[Stored data]
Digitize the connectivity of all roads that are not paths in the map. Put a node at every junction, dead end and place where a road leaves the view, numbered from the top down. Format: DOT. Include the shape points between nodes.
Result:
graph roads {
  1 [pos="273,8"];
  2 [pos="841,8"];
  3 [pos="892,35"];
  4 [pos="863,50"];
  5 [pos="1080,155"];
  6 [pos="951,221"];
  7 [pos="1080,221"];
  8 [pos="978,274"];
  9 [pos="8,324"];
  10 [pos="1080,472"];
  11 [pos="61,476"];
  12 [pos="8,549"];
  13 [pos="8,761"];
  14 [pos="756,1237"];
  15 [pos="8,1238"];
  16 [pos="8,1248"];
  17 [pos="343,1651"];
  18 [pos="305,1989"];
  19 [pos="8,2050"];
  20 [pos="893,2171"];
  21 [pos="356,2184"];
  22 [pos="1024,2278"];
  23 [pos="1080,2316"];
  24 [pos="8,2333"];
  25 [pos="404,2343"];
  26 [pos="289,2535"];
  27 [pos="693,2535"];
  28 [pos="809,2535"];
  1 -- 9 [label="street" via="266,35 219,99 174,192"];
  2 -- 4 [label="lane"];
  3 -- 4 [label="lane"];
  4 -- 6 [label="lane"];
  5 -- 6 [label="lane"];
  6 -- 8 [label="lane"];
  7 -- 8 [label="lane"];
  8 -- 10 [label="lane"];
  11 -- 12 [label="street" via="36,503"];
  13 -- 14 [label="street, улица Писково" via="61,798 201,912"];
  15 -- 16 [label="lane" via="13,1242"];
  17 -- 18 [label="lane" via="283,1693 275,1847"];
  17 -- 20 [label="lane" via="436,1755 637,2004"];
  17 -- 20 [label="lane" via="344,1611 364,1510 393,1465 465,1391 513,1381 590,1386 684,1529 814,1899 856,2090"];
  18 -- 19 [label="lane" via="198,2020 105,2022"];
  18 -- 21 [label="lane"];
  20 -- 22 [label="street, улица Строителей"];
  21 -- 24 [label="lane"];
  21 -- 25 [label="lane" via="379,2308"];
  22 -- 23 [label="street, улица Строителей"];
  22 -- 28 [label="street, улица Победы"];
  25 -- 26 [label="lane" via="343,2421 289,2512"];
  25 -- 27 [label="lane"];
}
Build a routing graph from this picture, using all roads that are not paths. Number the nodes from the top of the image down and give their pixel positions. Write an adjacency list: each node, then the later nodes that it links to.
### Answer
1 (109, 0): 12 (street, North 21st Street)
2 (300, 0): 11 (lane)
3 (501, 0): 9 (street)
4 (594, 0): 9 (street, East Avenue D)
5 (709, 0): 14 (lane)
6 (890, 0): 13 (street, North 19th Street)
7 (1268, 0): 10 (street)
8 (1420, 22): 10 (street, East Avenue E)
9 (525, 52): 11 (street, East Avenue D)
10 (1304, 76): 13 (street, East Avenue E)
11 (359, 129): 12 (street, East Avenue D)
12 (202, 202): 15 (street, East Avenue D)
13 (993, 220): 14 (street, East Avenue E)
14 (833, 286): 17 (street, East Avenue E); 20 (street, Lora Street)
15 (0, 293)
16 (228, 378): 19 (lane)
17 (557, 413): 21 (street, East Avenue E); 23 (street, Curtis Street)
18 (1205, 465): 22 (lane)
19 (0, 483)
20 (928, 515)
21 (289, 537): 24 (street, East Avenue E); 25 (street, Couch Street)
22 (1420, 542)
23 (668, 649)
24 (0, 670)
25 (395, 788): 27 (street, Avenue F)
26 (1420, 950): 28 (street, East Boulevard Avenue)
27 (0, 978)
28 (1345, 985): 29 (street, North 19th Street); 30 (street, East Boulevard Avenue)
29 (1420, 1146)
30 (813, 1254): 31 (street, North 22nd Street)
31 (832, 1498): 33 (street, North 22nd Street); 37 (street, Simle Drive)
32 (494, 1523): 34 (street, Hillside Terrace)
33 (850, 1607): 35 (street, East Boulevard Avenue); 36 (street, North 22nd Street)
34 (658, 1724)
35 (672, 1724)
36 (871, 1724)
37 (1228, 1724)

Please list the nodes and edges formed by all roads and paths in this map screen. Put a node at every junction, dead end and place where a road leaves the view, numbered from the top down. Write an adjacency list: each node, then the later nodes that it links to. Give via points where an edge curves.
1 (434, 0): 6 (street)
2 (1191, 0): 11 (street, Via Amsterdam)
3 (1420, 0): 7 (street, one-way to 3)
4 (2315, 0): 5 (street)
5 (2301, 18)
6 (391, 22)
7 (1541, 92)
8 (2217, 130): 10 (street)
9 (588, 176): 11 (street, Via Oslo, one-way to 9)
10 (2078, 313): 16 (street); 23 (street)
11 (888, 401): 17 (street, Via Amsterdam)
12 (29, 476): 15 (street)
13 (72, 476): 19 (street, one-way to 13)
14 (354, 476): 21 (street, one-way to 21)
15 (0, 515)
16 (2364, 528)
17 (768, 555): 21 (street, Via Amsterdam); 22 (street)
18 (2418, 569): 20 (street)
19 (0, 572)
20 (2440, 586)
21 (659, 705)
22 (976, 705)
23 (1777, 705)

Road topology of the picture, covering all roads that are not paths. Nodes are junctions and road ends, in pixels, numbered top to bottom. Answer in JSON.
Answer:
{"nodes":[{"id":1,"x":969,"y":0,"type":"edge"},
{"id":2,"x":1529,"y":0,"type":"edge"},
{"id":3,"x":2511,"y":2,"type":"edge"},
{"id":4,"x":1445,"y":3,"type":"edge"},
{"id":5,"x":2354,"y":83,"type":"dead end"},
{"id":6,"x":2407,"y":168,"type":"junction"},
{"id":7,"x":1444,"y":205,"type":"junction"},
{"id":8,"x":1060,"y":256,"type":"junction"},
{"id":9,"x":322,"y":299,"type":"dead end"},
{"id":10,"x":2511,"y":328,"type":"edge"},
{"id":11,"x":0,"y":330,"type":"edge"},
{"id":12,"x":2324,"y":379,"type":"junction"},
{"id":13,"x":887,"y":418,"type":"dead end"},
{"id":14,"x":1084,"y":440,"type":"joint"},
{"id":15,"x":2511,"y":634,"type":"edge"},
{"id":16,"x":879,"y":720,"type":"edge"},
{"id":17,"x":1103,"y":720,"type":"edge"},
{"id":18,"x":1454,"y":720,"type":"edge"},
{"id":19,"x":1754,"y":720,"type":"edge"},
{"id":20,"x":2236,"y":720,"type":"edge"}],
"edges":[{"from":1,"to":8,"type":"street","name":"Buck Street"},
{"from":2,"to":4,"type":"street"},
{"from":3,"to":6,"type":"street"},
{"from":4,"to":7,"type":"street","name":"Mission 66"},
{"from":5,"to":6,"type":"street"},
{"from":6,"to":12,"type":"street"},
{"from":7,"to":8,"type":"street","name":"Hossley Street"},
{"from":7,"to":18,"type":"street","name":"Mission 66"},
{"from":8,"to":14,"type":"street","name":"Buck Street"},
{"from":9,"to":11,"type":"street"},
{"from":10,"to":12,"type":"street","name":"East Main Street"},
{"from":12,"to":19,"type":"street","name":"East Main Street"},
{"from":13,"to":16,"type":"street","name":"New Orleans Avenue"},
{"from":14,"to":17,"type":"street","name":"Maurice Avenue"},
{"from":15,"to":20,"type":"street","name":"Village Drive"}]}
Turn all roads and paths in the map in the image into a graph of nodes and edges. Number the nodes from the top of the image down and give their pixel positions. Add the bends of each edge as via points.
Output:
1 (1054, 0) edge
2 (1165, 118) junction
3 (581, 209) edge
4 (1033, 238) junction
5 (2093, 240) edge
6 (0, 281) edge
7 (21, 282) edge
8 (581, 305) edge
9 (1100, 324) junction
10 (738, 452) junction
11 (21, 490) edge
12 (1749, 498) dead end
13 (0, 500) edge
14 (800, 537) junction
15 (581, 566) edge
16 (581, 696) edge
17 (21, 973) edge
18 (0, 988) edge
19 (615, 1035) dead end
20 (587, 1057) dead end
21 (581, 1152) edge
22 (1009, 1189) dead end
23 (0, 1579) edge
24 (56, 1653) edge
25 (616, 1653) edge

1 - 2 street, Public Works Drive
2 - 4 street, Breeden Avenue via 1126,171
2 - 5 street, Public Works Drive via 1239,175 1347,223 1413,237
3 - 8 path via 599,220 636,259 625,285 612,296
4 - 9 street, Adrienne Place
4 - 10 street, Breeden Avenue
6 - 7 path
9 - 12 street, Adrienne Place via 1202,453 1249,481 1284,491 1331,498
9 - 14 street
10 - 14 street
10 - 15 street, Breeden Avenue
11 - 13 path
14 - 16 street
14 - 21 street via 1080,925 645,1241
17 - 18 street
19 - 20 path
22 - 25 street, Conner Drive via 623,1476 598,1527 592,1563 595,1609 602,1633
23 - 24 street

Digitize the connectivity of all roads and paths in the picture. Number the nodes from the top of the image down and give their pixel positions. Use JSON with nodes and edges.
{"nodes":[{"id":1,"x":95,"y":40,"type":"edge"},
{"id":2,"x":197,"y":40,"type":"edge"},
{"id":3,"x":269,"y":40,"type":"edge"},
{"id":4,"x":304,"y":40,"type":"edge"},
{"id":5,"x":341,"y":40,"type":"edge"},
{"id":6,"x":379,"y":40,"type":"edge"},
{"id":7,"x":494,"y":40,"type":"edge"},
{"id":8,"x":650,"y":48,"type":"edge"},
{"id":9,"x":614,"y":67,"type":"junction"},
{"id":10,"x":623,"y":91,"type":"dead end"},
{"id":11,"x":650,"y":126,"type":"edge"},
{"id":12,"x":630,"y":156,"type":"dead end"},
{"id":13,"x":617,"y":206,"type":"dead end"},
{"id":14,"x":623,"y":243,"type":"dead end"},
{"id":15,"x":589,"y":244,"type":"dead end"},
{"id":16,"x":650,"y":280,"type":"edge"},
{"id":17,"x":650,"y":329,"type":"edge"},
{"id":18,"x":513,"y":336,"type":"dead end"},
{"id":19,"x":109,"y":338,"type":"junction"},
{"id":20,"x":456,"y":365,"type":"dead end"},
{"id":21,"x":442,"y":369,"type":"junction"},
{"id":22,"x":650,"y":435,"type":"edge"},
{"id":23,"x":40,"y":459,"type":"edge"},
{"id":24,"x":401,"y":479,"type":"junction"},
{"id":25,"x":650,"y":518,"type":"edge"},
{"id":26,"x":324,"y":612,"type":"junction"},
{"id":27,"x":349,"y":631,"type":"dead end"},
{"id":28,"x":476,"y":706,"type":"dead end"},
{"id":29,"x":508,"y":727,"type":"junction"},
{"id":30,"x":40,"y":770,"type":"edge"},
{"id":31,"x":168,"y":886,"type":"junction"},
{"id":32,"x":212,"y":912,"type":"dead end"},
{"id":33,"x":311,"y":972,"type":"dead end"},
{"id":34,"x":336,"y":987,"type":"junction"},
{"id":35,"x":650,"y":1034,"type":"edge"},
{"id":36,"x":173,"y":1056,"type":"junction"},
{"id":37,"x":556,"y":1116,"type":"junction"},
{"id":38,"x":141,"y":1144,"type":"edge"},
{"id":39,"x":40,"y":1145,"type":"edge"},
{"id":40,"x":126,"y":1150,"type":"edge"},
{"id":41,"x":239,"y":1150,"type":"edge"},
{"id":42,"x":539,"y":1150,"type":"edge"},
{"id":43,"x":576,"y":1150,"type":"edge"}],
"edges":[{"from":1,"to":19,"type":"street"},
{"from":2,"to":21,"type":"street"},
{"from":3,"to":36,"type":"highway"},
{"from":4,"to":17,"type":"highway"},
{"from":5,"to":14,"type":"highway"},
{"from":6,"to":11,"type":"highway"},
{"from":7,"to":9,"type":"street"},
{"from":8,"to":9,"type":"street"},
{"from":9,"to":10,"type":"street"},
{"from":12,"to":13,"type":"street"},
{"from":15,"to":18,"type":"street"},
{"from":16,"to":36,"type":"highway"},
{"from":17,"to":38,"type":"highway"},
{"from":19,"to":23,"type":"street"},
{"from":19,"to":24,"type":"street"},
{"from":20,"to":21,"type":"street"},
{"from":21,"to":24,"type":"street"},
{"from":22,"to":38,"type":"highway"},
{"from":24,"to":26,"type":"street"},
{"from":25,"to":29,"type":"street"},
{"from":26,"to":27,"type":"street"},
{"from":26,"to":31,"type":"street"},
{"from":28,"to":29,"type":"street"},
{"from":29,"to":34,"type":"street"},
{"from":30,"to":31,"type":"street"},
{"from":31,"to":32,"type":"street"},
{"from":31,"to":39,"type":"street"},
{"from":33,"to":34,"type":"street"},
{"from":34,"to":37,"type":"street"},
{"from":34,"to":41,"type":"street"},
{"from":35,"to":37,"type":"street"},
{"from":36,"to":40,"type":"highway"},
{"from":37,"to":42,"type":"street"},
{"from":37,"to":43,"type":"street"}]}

Exercise brief: Scan the lines above, and whenever one holds the string "Mission", copy it.

Finished task:
{"from":4,"to":7,"type":"street","name":"Mission 66"},
{"from":7,"to":18,"type":"street","name":"Mission 66"},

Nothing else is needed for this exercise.